Manager Mark Walters said men often experienced violence from male relatives or, in fewer cases, women.
He said women's violence towards their male partners or former partners was usually to drive them from the house or protect themselves and their kids.
"The men I have talked to that are genuinely frightened by the potential of harm from their partners, they have no trouble asking for help," Mr Walters said.
"I do think more males are seeking referrals and support for the violence they can be experiencing at the hands of family members - for example brothers or fathers - or in same-sex relationships.
"Certainly, referrals come through from police who have assessed the male as a victim in heterosexual relationships - usually at the point of separation.
"Robust policing is catching all the separation-instigated violence along with the resistance violence - for example fightback by abused females - or the retribution-type violence where the female looks to even the score after being abused."
Mr Walters said there were not enough resources available for male survivors.
"Mostly, like women trying to establish a safer place for their children, men are seeking stable accommodation and a place to get some routine back into the kids' lives," he said.
Domestic Violence Minister Shannon Fentiman said male survivors in Queensland could access crisis accommodation, case management, practical and emotional support, information and referral to other services and court support.
"I absolutely acknowledge that men are victims of domestic and family violence," Ms Fentiman said.

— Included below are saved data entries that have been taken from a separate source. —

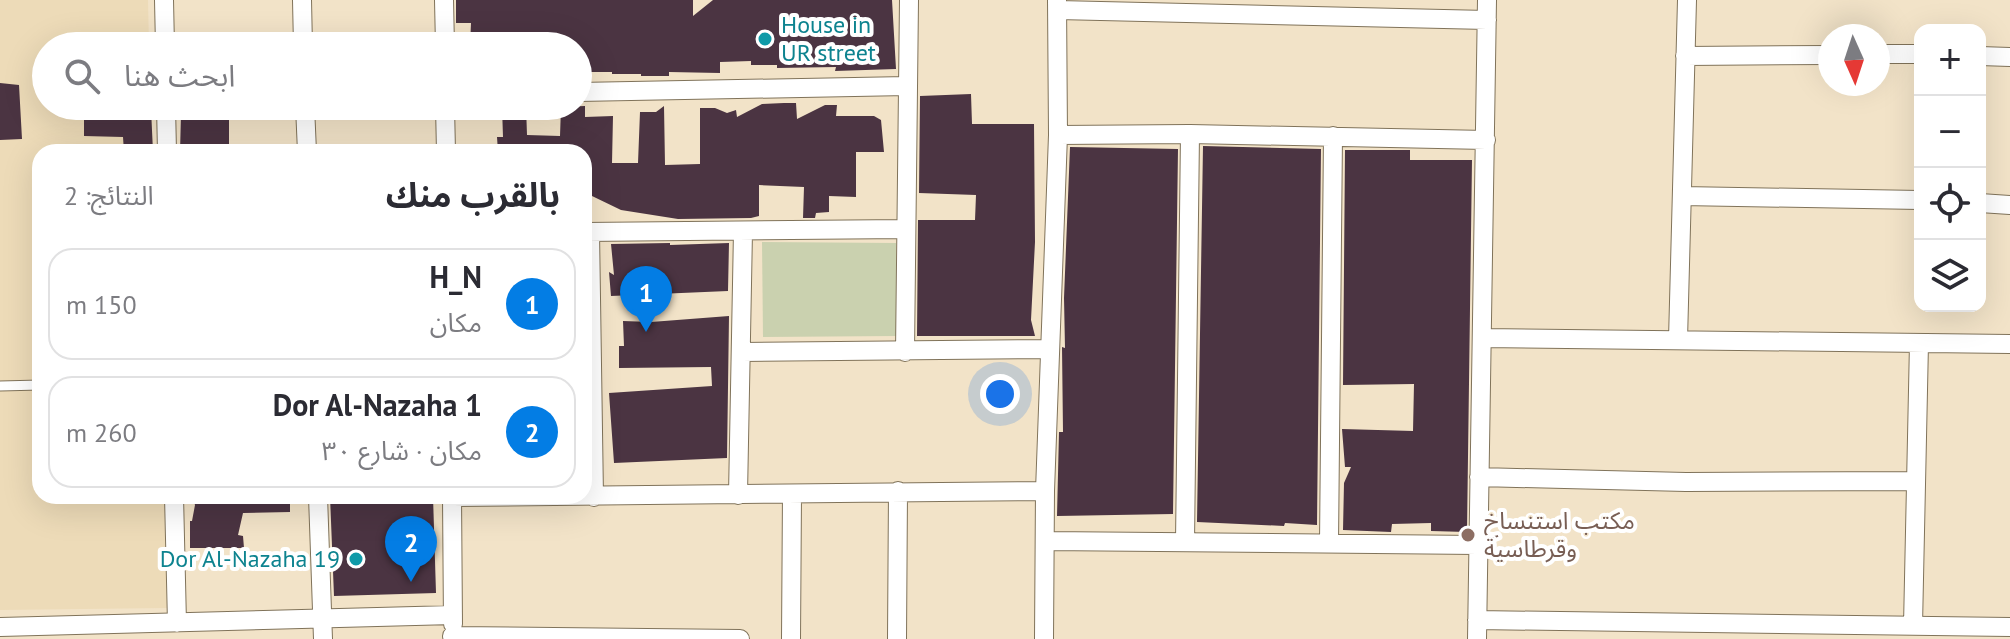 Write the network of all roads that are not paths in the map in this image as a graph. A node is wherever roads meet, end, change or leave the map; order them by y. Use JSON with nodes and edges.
{"nodes":[{"id":1,"x":164,"y":0,"type":"edge"},
{"id":2,"x":302,"y":0,"type":"edge"},
{"id":3,"x":444,"y":0,"type":"edge"},
{"id":4,"x":909,"y":0,"type":"edge"},
{"id":5,"x":1487,"y":0,"type":"edge"},
{"id":6,"x":1687,"y":0,"type":"edge"},
{"id":7,"x":1058,"y":5,"type":"edge"},
{"id":8,"x":1487,"y":20,"type":"junction"},
{"id":9,"x":165,"y":32,"type":"edge"},
{"id":10,"x":303,"y":32,"type":"edge"},
{"id":11,"x":445,"y":32,"type":"edge"},
{"id":12,"x":1890,"y":54,"type":"edge"},
{"id":13,"x":1914,"y":54,"type":"edge"},
{"id":14,"x":1818,"y":55,"type":"edge"},
{"id":15,"x":1685,"y":56,"type":"junction"},
{"id":16,"x":1986,"y":56,"type":"edge"},
{"id":17,"x":2010,"y":57,"type":"edge"},
{"id":18,"x":907,"y":86,"type":"junction"},
{"id":19,"x":592,"y":92,"type":"edge"},
{"id":20,"x":166,"y":120,"type":"edge"},
{"id":21,"x":306,"y":120,"type":"edge"},
{"id":22,"x":445,"y":120,"type":"edge"},
{"id":23,"x":1190,"y":134,"type":"junction"},
{"id":24,"x":1058,"y":135,"type":"junction"},
{"id":25,"x":1333,"y":136,"type":"junction"},
{"id":26,"x":1486,"y":140,"type":"junction"},
{"id":27,"x":167,"y":144,"type":"edge"},
{"id":28,"x":307,"y":144,"type":"edge"},
{"id":29,"x":446,"y":144,"type":"edge"},
{"id":30,"x":1682,"y":196,"type":"junction"},
{"id":31,"x":1914,"y":200,"type":"edge"},
{"id":32,"x":1986,"y":203,"type":"edge"},
{"id":33,"x":2010,"y":205,"type":"edge"},
{"id":34,"x":905,"y":229,"type":"junction"},
{"id":35,"x":743,"y":231,"type":"junction"},
{"id":36,"x":592,"y":232,"type":"edge"},
{"id":37,"x":1482,"y":338,"type":"junction"},
{"id":38,"x":1678,"y":340,"type":"junction"},
{"id":39,"x":1919,"y":343,"type":"junction"},
{"id":40,"x":2010,"y":344,"type":"edge"},
{"id":41,"x":1050,"y":349,"type":"junction"},
{"id":42,"x":742,"y":352,"type":"junction"},
{"id":43,"x":905,"y":352,"type":"junction"},
{"id":44,"x":32,"y":385,"type":"edge"},
{"id":45,"x":0,"y":386,"type":"edge"},
{"id":46,"x":592,"y":421,"type":"edge"},
{"id":47,"x":1479,"y":477,"type":"junction"},
{"id":48,"x":1916,"y":481,"type":"junction"},
{"id":49,"x":898,"y":491,"type":"junction"},
{"id":50,"x":1045,"y":491,"type":"junction"},
{"id":51,"x":792,"y":494,"type":"junction"},
{"id":52,"x":738,"y":495,"type":"junction"},
{"id":53,"x":594,"y":497,"type":"joint"},
{"id":54,"x":174,"y":504,"type":"edge"},
{"id":55,"x":318,"y":504,"type":"edge"},
{"id":56,"x":452,"y":504,"type":"edge"},
{"id":57,"x":1046,"y":541,"type":"junction"},
{"id":58,"x":1185,"y":542,"type":"junction"},
{"id":59,"x":1329,"y":543,"type":"junction"},
{"id":60,"x":1478,"y":545,"type":"junction"},
{"id":61,"x":453,"y":615,"type":"junction"},
{"id":62,"x":322,"y":620,"type":"junction"},
{"id":63,"x":1477,"y":620,"type":"junction"},
{"id":64,"x":177,"y":623,"type":"junction"},
{"id":65,"x":1913,"y":626,"type":"junction"},
{"id":66,"x":0,"y":627,"type":"edge"},
{"id":67,"x":2010,"y":627,"type":"edge"},
{"id":68,"x":96,"y":631,"type":"edge"},
{"id":69,"x":1725,"y":632,"type":"edge"},
{"id":70,"x":1866,"y":632,"type":"edge"},
{"id":71,"x":452,"y":638,"type":"edge"},
{"id":72,"x":323,"y":639,"type":"edge"},
{"id":73,"x":740,"y":639,"type":"edge"},
{"id":74,"x":791,"y":639,"type":"edge"},
{"id":75,"x":897,"y":639,"type":"edge"},
{"id":76,"x":1044,"y":639,"type":"edge"},
{"id":77,"x":1477,"y":639,"type":"edge"}],
"edges":[{"from":1,"to":9,"type":"street"},
{"from":2,"to":10,"type":"street"},
{"from":3,"to":11,"type":"street"},
{"from":4,"to":18,"type":"street"},
{"from":5,"to":8,"type":"street"},
{"from":6,"to":15,"type":"street"},
{"from":7,"to":8,"type":"street"},
{"from":7,"to":24,"type":"street"},
{"from":8,"to":26,"type":"street"},
{"from":12,"to":13,"type":"street"},
{"from":14,"to":15,"type":"street"},
{"from":15,"to":30,"type":"street"},
{"from":16,"to":17,"type":"street"},
{"from":18,"to":19,"type":"street"},
{"from":18,"to":34,"type":"street"},
{"from":20,"to":27,"type":"street"},
{"from":21,"to":28,"type":"street"},
{"from":22,"to":29,"type":"street"},
{"from":23,"to":24,"type":"street"},
{"from":23,"to":25,"type":"street"},
{"from":23,"to":58,"type":"street"},
{"from":24,"to":41,"type":"street"},
{"from":25,"to":26,"type":"street"},
{"from":25,"to":59,"type":"street"},
{"from":26,"to":37,"type":"street"},
{"from":30,"to":31,"type":"street"},
{"from":30,"to":38,"type":"street"},
{"from":32,"to":33,"type":"street"},
{"from":34,"to":35,"type":"street"},
{"from":34,"to":43,"type":"street"},
{"from":35,"to":36,"type":"street"},
{"from":35,"to":42,"type":"street"},
{"from":37,"to":38,"type":"street"},
{"from":37,"to":47,"type":"street"},
{"from":38,"to":39,"type":"street"},
{"from":39,"to":40,"type":"street"},
{"from":39,"to":48,"type":"street"},
{"from":41,"to":43,"type":"street"},
{"from":41,"to":50,"type":"street"},
{"from":42,"to":43,"type":"street"},
{"from":42,"to":52,"type":"street"},
{"from":44,"to":45,"type":"lane"},
{"from":46,"to":53,"type":"street"},
{"from":47,"to":48,"type":"street"},
{"from":47,"to":60,"type":"street"},
{"from":48,"to":65,"type":"street"},
{"from":49,"to":50,"type":"street"},
{"from":49,"to":51,"type":"street"},
{"from":49,"to":75,"type":"street"},
{"from":50,"to":57,"type":"street"},
{"from":51,"to":52,"type":"street"},
{"from":51,"to":74,"type":"street"},
{"from":52,"to":53,"type":"street"},
{"from":54,"to":64,"type":"street"},
{"from":55,"to":62,"type":"street"},
{"from":56,"to":61,"type":"street"},
{"from":57,"to":58,"type":"street"},
{"from":57,"to":76,"type":"street"},
{"from":58,"to":59,"type":"street"},
{"from":59,"to":60,"type":"street"},
{"from":60,"to":63,"type":"street"},
{"from":61,"to":62,"type":"street"},
{"from":61,"to":71,"type":"street"},
{"from":62,"to":64,"type":"street"},
{"from":62,"to":72,"type":"street"},
{"from":63,"to":69,"type":"street"},
{"from":63,"to":77,"type":"street"},
{"from":64,"to":68,"type":"street"},
{"from":65,"to":67,"type":"street"},
{"from":65,"to":70,"type":"street"},
{"from":66,"to":68,"type":"street"},
{"from":69,"to":70,"type":"street"},
{"from":71,"to":73,"type":"street"}]}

"Domestic violence is never acceptable."
Women's Legal Service Queensland principal solicitor Rachel Neil warned some perpetrators were using the DVO system against their victims.
"We are seeing a rise in cross applications and some of those applications are in retaliation to the other person having a DVO on the abuser," Ms Neil said.

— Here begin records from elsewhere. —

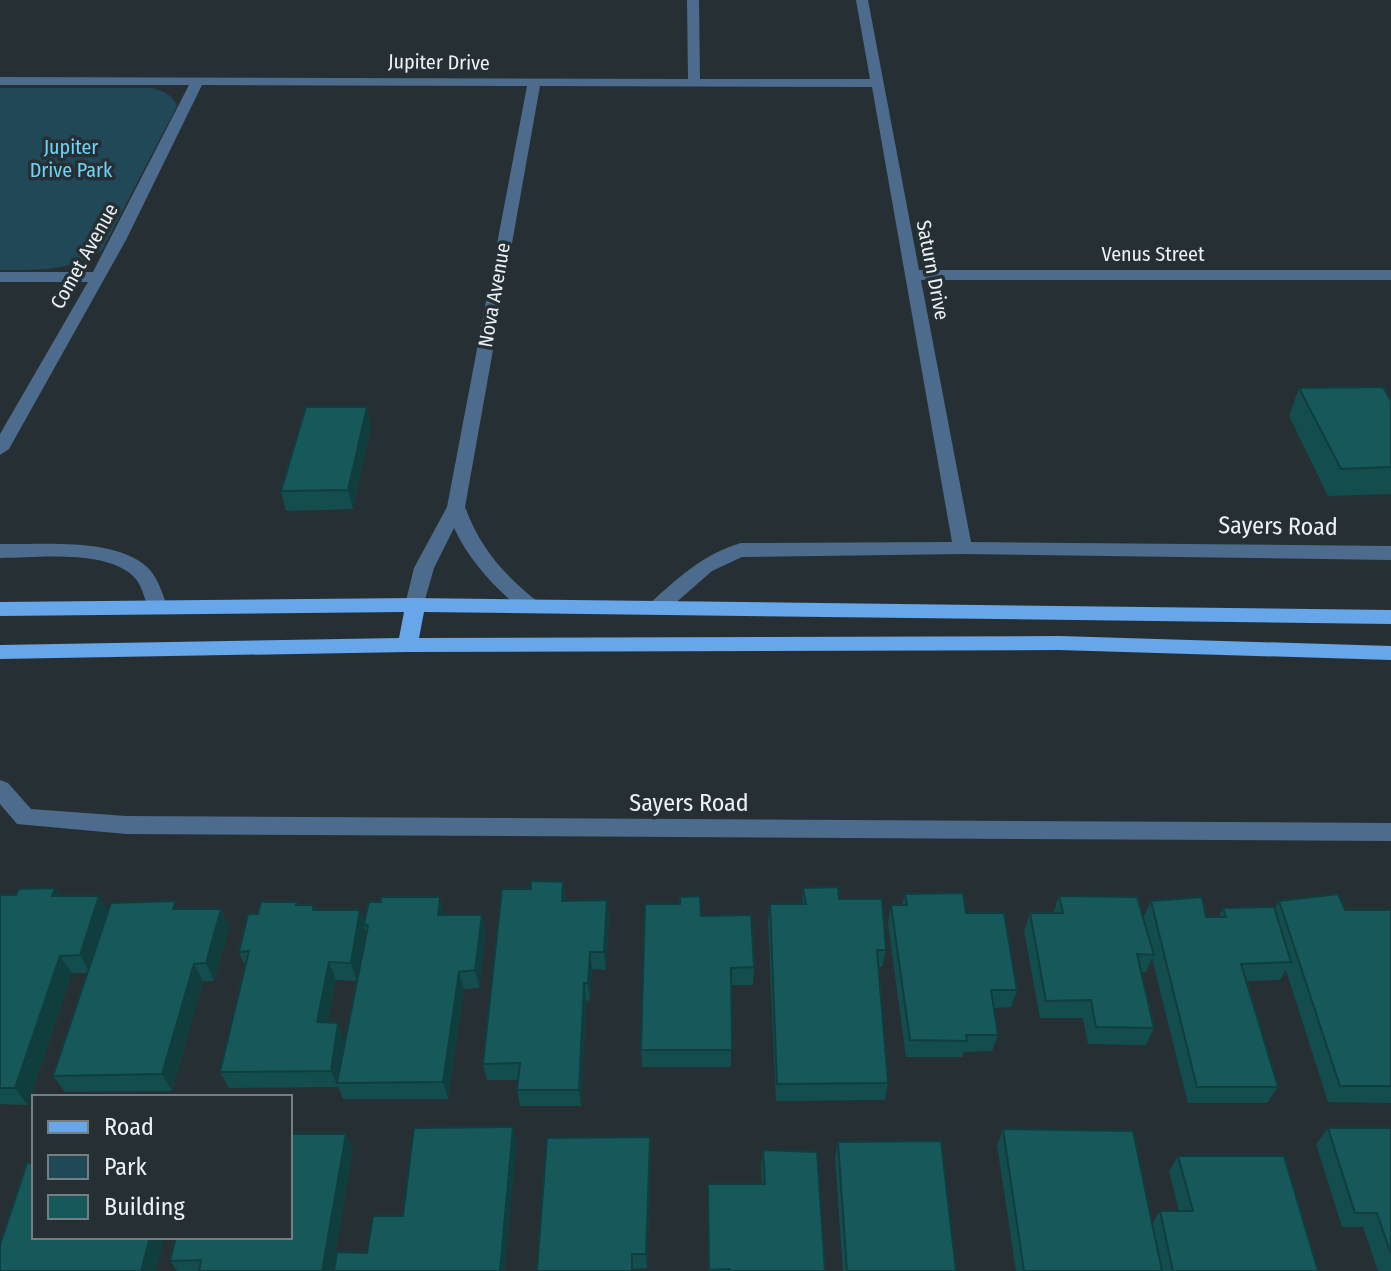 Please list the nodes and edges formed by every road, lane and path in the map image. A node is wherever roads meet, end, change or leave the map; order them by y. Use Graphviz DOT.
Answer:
graph roads {
  1 [pos="693,0"];
  2 [pos="862,0"];
  3 [pos="198,80"];
  4 [pos="0,81"];
  5 [pos="534,83"];
  6 [pos="878,83"];
  7 [pos="694,84"];
  8 [pos="914,275"];
  9 [pos="1391,275"];
  10 [pos="0,277"];
  11 [pos="95,277"];
  12 [pos="0,449"];
  13 [pos="456,507"];
  14 [pos="963,548"];
  15 [pos="0,551"];
  16 [pos="1391,553"];
  17 [pos="415,605"];
  18 [pos="157,606"];
  19 [pos="531,607"];
  20 [pos="0,609"];
  21 [pos="656,609"];
  22 [pos="1391,617"];
  23 [pos="408,645"];
  24 [pos="0,652"];
  25 [pos="1391,653"];
  26 [pos="0,789"];
  27 [pos="1391,832"];
  1 -- 7 [label="street"];
  2 -- 6 [label="street, Saturn Drive"];
  3 -- 4 [label="street, Jupiter Drive"];
  3 -- 5 [label="street, Jupiter Drive"];
  3 -- 11 [label="street, Comet Avenue"];
  5 -- 7 [label="street, Jupiter Drive"];
  5 -- 13 [label="street, Nova Avenue"];
  6 -- 7 [label="street, Jupiter Drive"];
  6 -- 8 [label="street, Saturn Drive"];
  8 -- 9 [label="street, Venus Street"];
  8 -- 14 [label="street, Saturn Drive"];
  10 -- 11 [label="street"];
  11 -- 12 [label="street, Comet Avenue"];
  13 -- 17 [label="street, Nova Avenue"];
  13 -- 19 [label="street"];
  14 -- 16 [label="street, Sayers Road"];
  14 -- 21 [label="street, Sayers Road"];
  15 -- 18 [label="street"];
  17 -- 18 [label="main road"];
  17 -- 19 [label="main road"];
  17 -- 23 [label="main road"];
  18 -- 20 [label="main road"];
  19 -- 21 [label="main road"];
  21 -- 22 [label="main road"];
  23 -- 24 [label="main road"];
  23 -- 25 [label="main road"];
  26 -- 27 [label="street, Sayers Road"];
}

WHAT TO DO IF YOU ARE FACING ABUSE
- Ensure safety of yourself and children and pets when deciding whether or not to stay in the abusive relationship.
- Work with an agency on a safety plan.
- There are plans that help you when you're committed to staying; thinking about leaving; planning to leave; and have left.
- Remember risk and danger are dynamic - they move up and down.
- You need to form a relationship with a professional to help you regularly review your safety plan and review risks.
SUPPORT FOR MALE FAMILY VIOLENCE SURVIVORS
- MensLine (1800 600 636) provides support for men in domestic violence crisis.
- Mensline links male survivors with the same support services offered to women, including emergency accommodation, counselling and legal.
- Crisis accommodation services for men and their children are funded under the Queensland Government's Homelessness Program.
- Support services are available at all Queensland courts for male survivors.
- Male survivors can also access support from regionally based domestic and family violence support services.
- Men can also phone DVConnect on 1800 811 811 or the national hotline 1800RESPECT on 1800 737 732.